BEHAVIORAL PROFILING OF CONTAINERS FOR CYBERATTACK DETECTION BASED ON SYSTEM CALLS

Abstract

This paper investigates the feasibility of detecting cyberattacks in containerized environments based on behavioral profiling of container workloads. The growing adoption of container technologies in cloud-native infrastructures has increased the attack surface of modern systems and highlighted the need for effective runtime security mechanisms. In this context, behavioral analysis of system activity represents a promising direction for intrusion detection. System call telemetry is collected using the Falco security monitoring tool with an eBPF-based engine, which enables near real-time observation of process execution events, network connections, and file system operations inside containers with minimal performance overhead. A method for constructing behavioral profiles of containers is proposed, combining time-based aggregation of system events into fixed-length windows with a deterministic rule-based classification approach.
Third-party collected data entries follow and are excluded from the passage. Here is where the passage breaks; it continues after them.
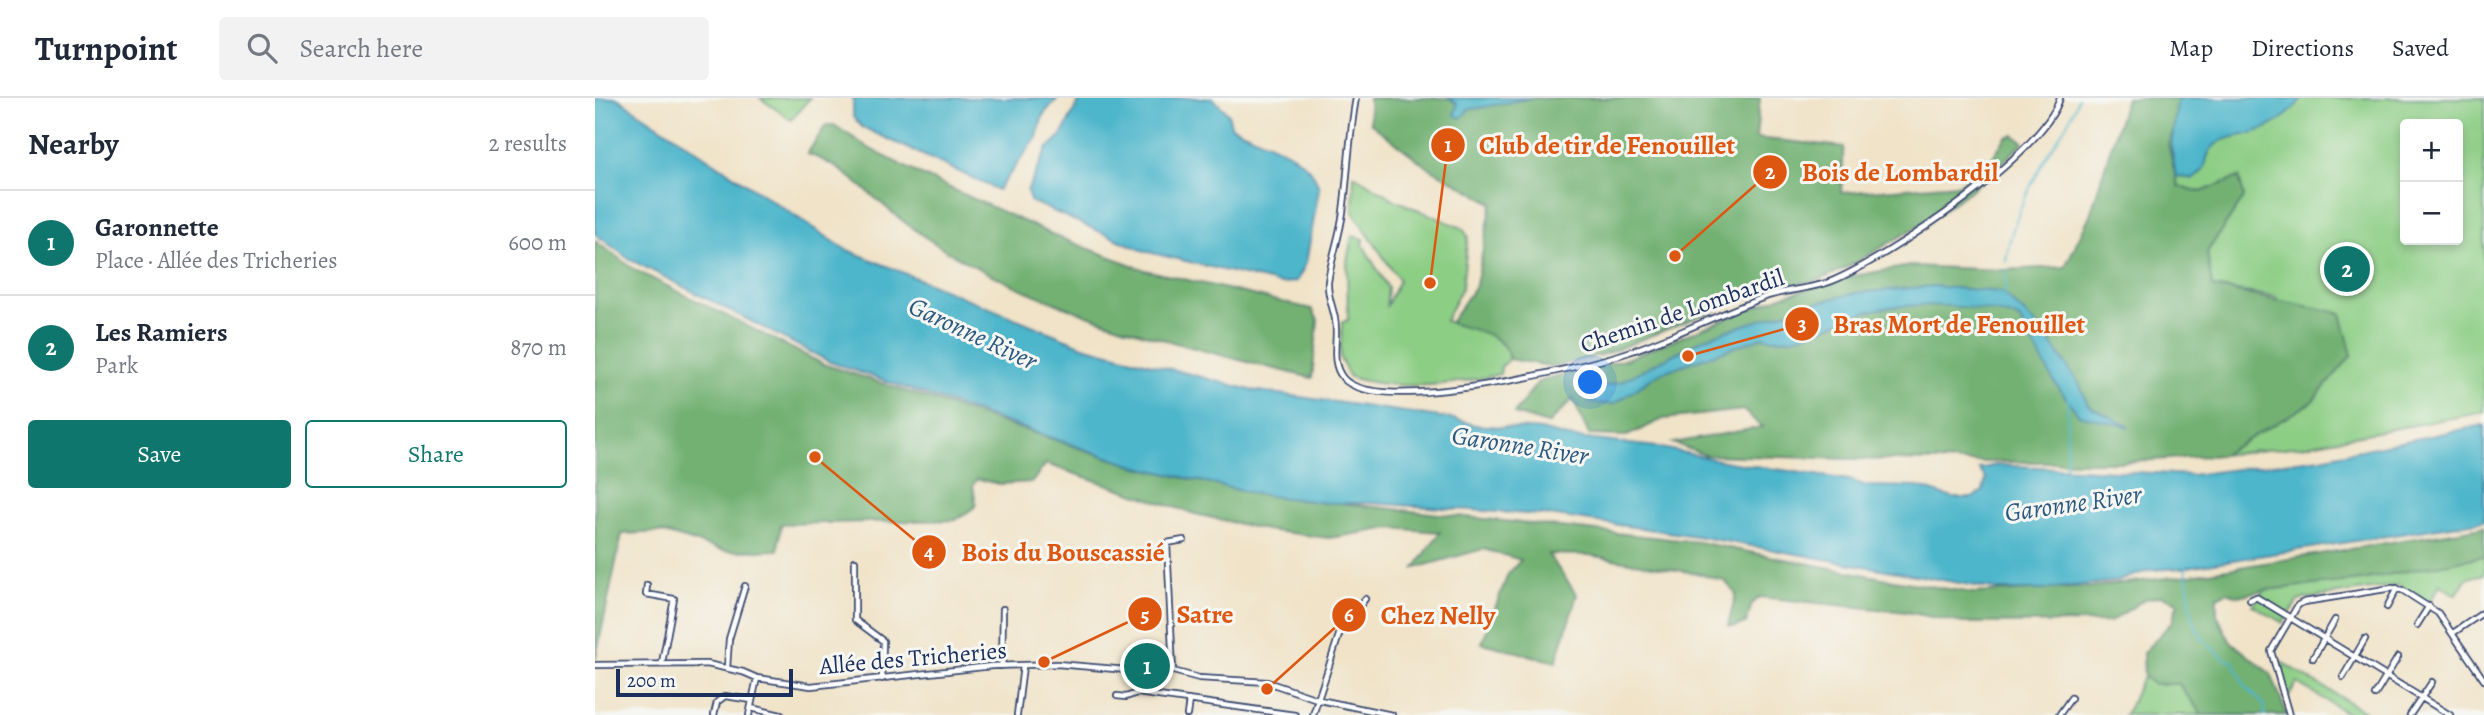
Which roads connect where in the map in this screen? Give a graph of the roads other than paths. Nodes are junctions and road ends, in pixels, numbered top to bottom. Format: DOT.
graph roads {
  1 [pos="1356,98"];
  2 [pos="2060,98"];
  3 [pos="1184,540"];
  4 [pos="855,561"];
  5 [pos="647,584"];
  6 [pos="745,586"];
  7 [pos="2397,588"];
  8 [pos="1365,600"];
  9 [pos="2250,600"];
  10 [pos="2429,606"];
  11 [pos="2387,607"];
  12 [pos="1003,609"];
  13 [pos="2484,612"];
  14 [pos="2290,618"];
  15 [pos="2335,621"];
  16 [pos="2417,625"];
  17 [pos="2452,633"];
  18 [pos="2365,639"];
  19 [pos="2324,640"];
  20 [pos="2398,657"];
  21 [pos="2313,658"];
  22 [pos="2354,658"];
  23 [pos="662,663"];
  24 [pos="595,665"];
  25 [pos="1002,666"];
  26 [pos="1023,666"];
  27 [pos="727,668"];
  28 [pos="1139,671"];
  29 [pos="1173,671"];
  30 [pos="2386,676"];
  31 [pos="2343,677"];
  32 [pos="758,678"];
  33 [pos="882,680"];
  34 [pos="2484,680"];
  35 [pos="2432,682"];
  36 [pos="1136,693"];
  37 [pos="2375,695"];
  38 [pos="1117,696"];
  39 [pos="2071,698"];
  40 [pos="2421,698"];
  41 [pos="1317,699"];
  42 [pos="1189,700"];
  43 [pos="752,701"];
  44 [pos="751,708"];
  45 [pos="714,715"];
  46 [pos="749,715"];
  47 [pos="781,715"];
  48 [pos="1017,715"];
  49 [pos="1187,715"];
  50 [pos="1295,715"];
  51 [pos="1313,715"];
  52 [pos="1392,715"];
  53 [pos="2059,715"];
  54 [pos="2289,715"];
  55 [pos="2410,715"];
  56 [pos="2450,715"];
  1 -- 2 [label="street, Chemin de Lombardil"];
  3 -- 29 [label="street"];
  4 -- 33 [label="street"];
  5 -- 23 [label="street"];
  6 -- 27 [label="street"];
  7 -- 10 [label="street"];
  7 -- 11 [label="street"];
  7 -- 14 [label="street"];
  8 -- 41 [label="street"];
  9 -- 14 [label="street"];
  10 -- 16 [label="street"];
  10 -- 17 [label="street"];
  12 -- 25 [label="street"];
  13 -- 17 [label="street"];
  14 -- 19 [label="street"];
  14 -- 54 [label="street"];
  15 -- 19 [label="street"];
  17 -- 34 [label="street"];
  18 -- 22 [label="street"];
  19 -- 21 [label="street"];
  19 -- 22 [label="street"];
  20 -- 30 [label="street"];
  22 -- 30 [label="street"];
  22 -- 31 [label="street"];
  23 -- 24 [label="street, Allée des Tricheries"];
  23 -- 27 [label="street, Allée des Tricheries"];
  25 -- 26 [label="street, Allée des Tricheries"];
  25 -- 33 [label="street, Allée des Tricheries"];
  26 -- 28 [label="street, Allée des Tricheries"];
  26 -- 48 [label="street"];
  27 -- 32 [label="street, Allée des Tricheries"];
  28 -- 29 [label="street, Allée des Tricheries"];
  28 -- 36 [label="street"];
  29 -- 41 [label="street, Allée des Tricheries"];
  30 -- 37 [label="street"];
  30 -- 40 [label="street"];
  32 -- 33 [label="street, Allée des Tricheries"];
  32 -- 43 [label="street"];
  35 -- 40 [label="street"];
  36 -- 38 [label="street"];
  36 -- 42 [label="street"];
  39 -- 53 [label="street"];
  40 -- 55 [label="street"];
  40 -- 56 [label="street"];
  41 -- 51 [label="street"];
  41 -- 52 [label="street, Allée des Tricheries"];
  42 -- 49 [label="street"];
  42 -- 50 [label="street"];
  43 -- 44 [label="street"];
  43 -- 45 [label="street"];
  44 -- 46 [label="street"];
  44 -- 47 [label="street"];
}
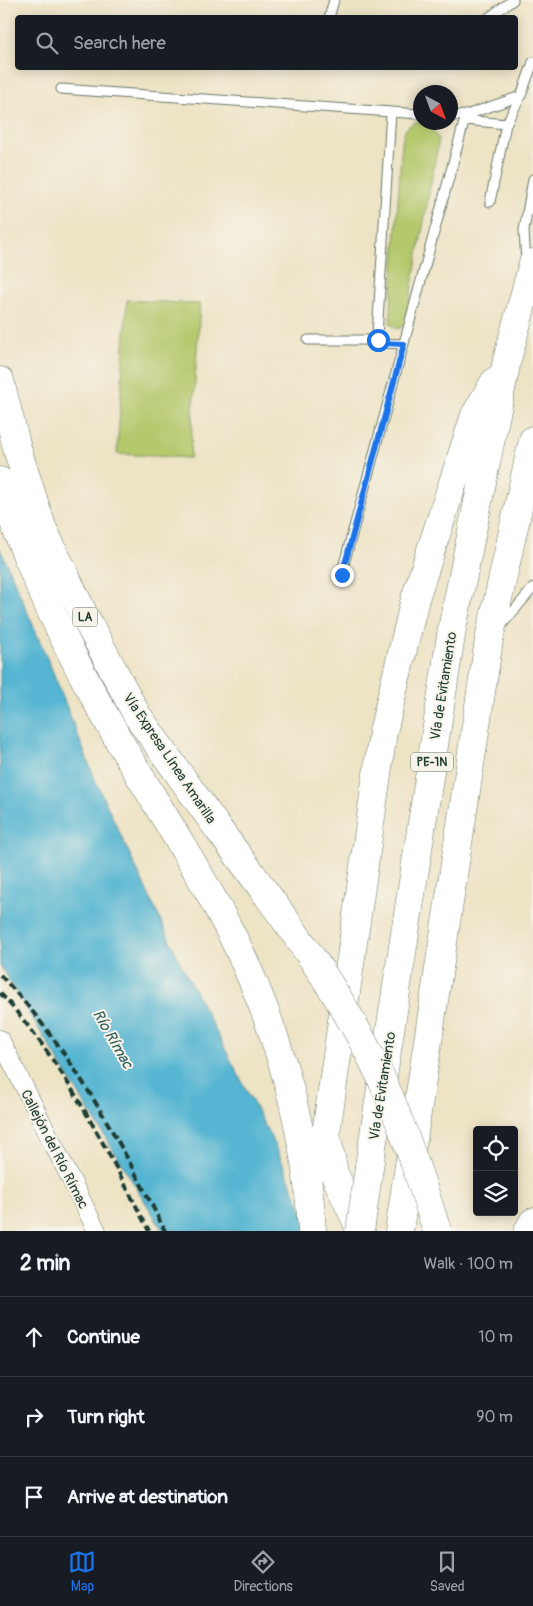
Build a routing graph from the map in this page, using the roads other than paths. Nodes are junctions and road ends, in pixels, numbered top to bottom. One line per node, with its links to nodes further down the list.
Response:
1 (334, 0): 3 (lane)
2 (513, 0): 4 (lane)
3 (330, 15)
4 (492, 15)
5 (533, 62): 7 (lane)
6 (61, 89): 8 (lane)
7 (521, 96): 11 (lane); 12 (lane)
8 (390, 112): 9 (lane); 17 (lane)
9 (413, 114)
10 (458, 116): 11 (lane)
11 (466, 117): 12 (lane); 18 (lane)
12 (506, 124): 14 (lane)
13 (533, 179): 15 (lane)
14 (490, 202)
15 (530, 274): 19 (main road, Vía de Evitamiento / PE-1N)
16 (308, 340): 17 (lane)
17 (378, 340): 18 (lane)
18 (404, 344): 23 (lane)
19 (507, 360): 31 (main road, Vía de Evitamiento / PE-1N, bridge); 31 (main road)
20 (0, 381): 32 (main road, Vía Expresa Línea Amarilla / LA, bridge)
21 (533, 440): 25 (main road, PE-1N)
22 (0, 482): 30 (main road, LA)
23 (342, 575)
24 (533, 588): 25 (lane)
25 (489, 640): 28 (main road, PE-1N)
26 (0, 1039): 29 (street, Callejón del Río Rímac)
27 (533, 1222): 33 (main road)
28 (399, 1230)
29 (97, 1231)
30 (312, 1231)
31 (361, 1231)
32 (437, 1231)
33 (528, 1231)

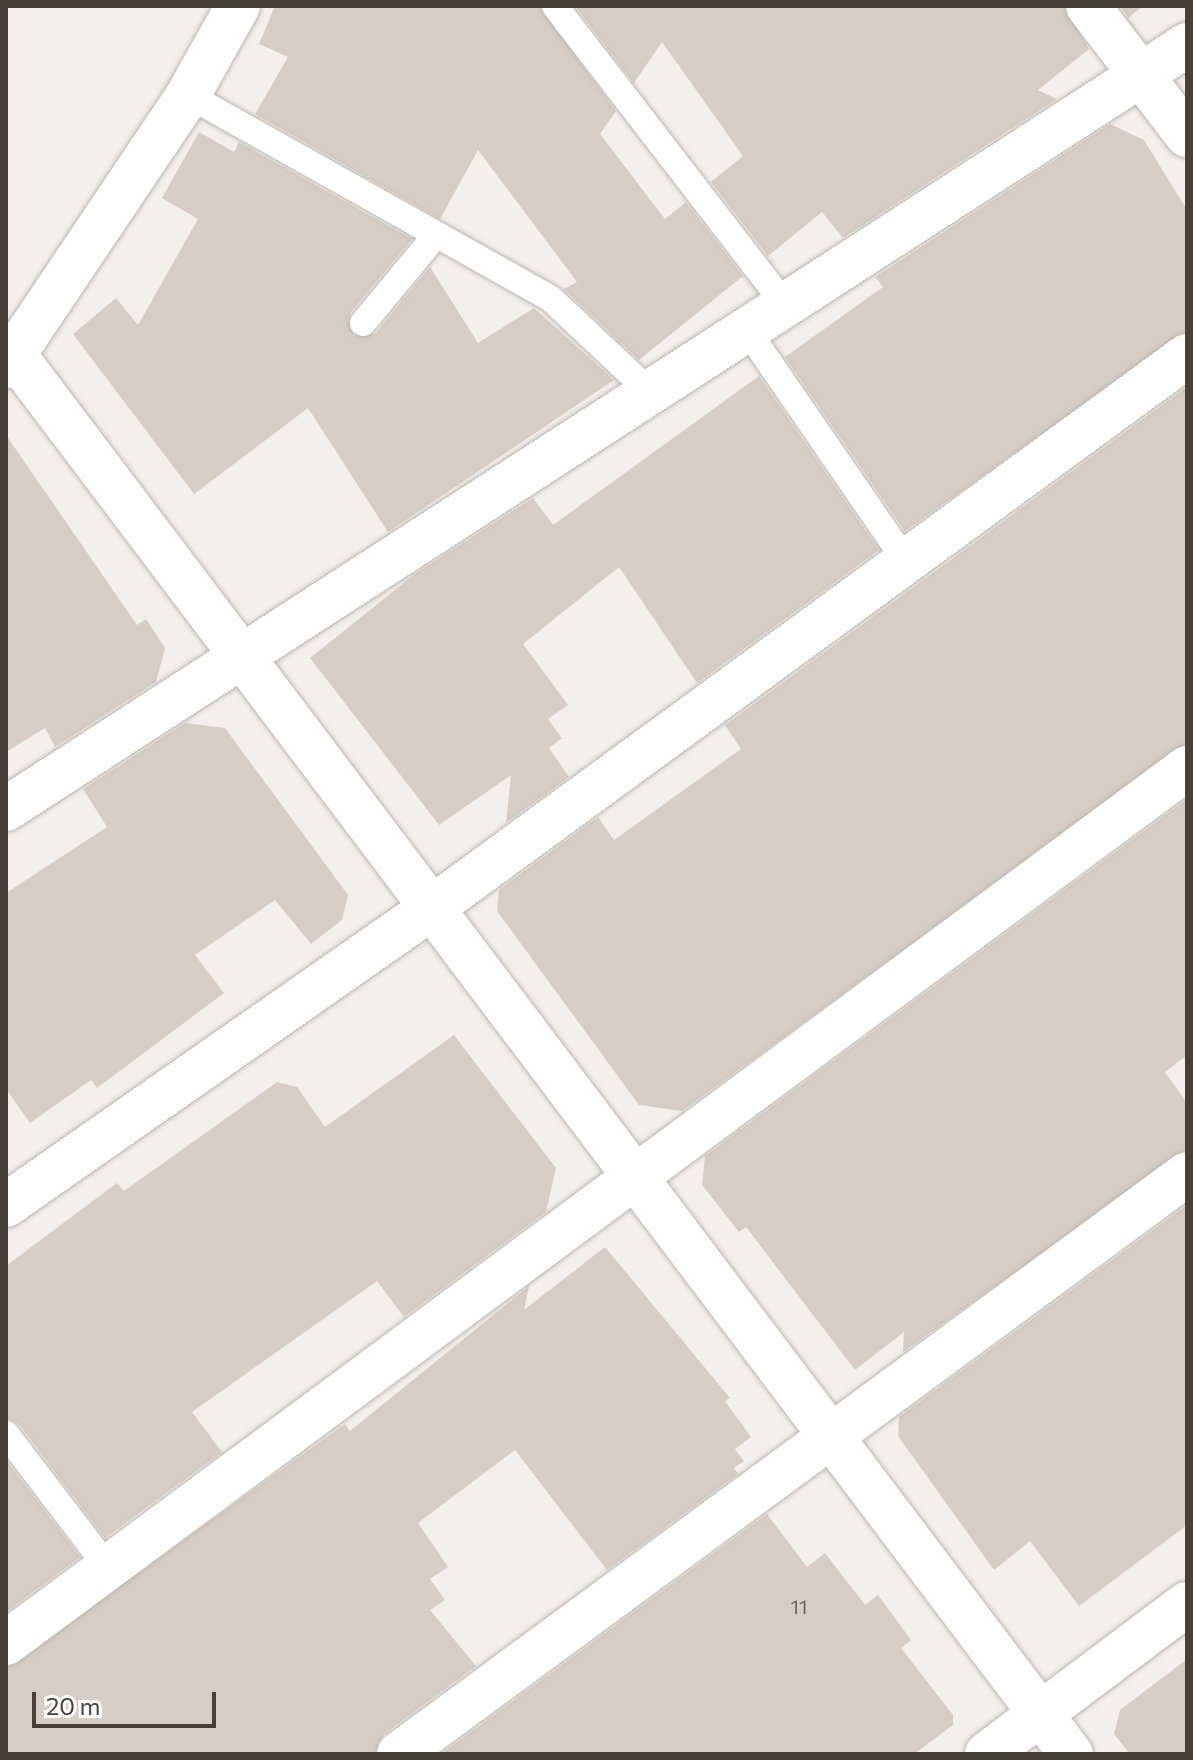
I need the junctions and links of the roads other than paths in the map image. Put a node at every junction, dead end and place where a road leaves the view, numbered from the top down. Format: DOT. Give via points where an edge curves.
graph roads {
  1 [pos="238,6"];
  2 [pos="555,6"];
  3 [pos="1088,6"];
  4 [pos="1187,45"];
  5 [pos="1142,77"];
  6 [pos="188,95"];
  7 [pos="1187,135"];
  8 [pos="436,235"];
  9 [pos="786,306"];
  10 [pos="363,323"];
  11 [pos="747,330"];
  12 [pos="10,354"];
  13 [pos="1187,356"];
  14 [pos="650,392"];
  15 [pos="906,561"];
  16 [pos="243,652"];
  17 [pos="1187,768"];
  18 [pos="6,809"];
  19 [pos="433,907"];
  20 [pos="1187,1174"];
  21 [pos="635,1179"];
  22 [pos="6,1205"];
  23 [pos="6,1434"];
  24 [pos="830,1436"];
  25 [pos="108,1568"];
  26 [pos="1187,1604"];
  27 [pos="6,1643"];
  28 [pos="1041,1714"];
  29 [pos="399,1754"];
  30 [pos="987,1754"];
  31 [pos="1071,1754"];
  1 -- 6 [label="street"];
  2 -- 9 [label="lane"];
  3 -- 5 [label="street"];
  4 -- 5 [label="street"];
  5 -- 7 [label="street"];
  5 -- 9 [label="street"];
  6 -- 8 [label="lane"];
  6 -- 12 [label="street"];
  8 -- 10 [label="lane"];
  8 -- 14 [label="lane" via="551,299"];
  9 -- 11 [label="street"];
  11 -- 14 [label="street"];
  11 -- 15 [label="lane"];
  12 -- 16 [label="street"];
  13 -- 15 [label="street"];
  14 -- 16 [label="street"];
  15 -- 19 [label="street"];
  16 -- 18 [label="street"];
  16 -- 19 [label="street"];
  17 -- 21 [label="street"];
  19 -- 21 [label="street"];
  19 -- 22 [label="street"];
  20 -- 24 [label="street"];
  21 -- 24 [label="street"];
  21 -- 25 [label="street"];
  23 -- 25 [label="lane"];
  24 -- 28 [label="street"];
  24 -- 29 [label="street"];
  25 -- 27 [label="street"];
  26 -- 28 [label="street"];
  28 -- 30 [label="street"];
  28 -- 31 [label="street"];
}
This allows transforming low-level system call data into higher-level behavioral representations suitable for analysis. Experimental studies are conducted for scenarios representing normal service operation as well as typical attack patterns, including interactive shell execution, reverse shell activity, and cryptominer emulation. The quality of attack detection is evaluated using standard classification metrics, namely Precision and Recall. The obtained results demonstrate the fundamental applicability of the proposed approach for identifying anomalous container behavior. At the same time, they reveal significant limitations of simple threshold-based rules when applied in containerized environments, where different attack scenarios may exhibit overlapping behavioral characteristics. These findings substantiate the necessity of further research aimed at extending the feature set and incorporating more adaptive classification methods for improving detection accuracy in containerized systems.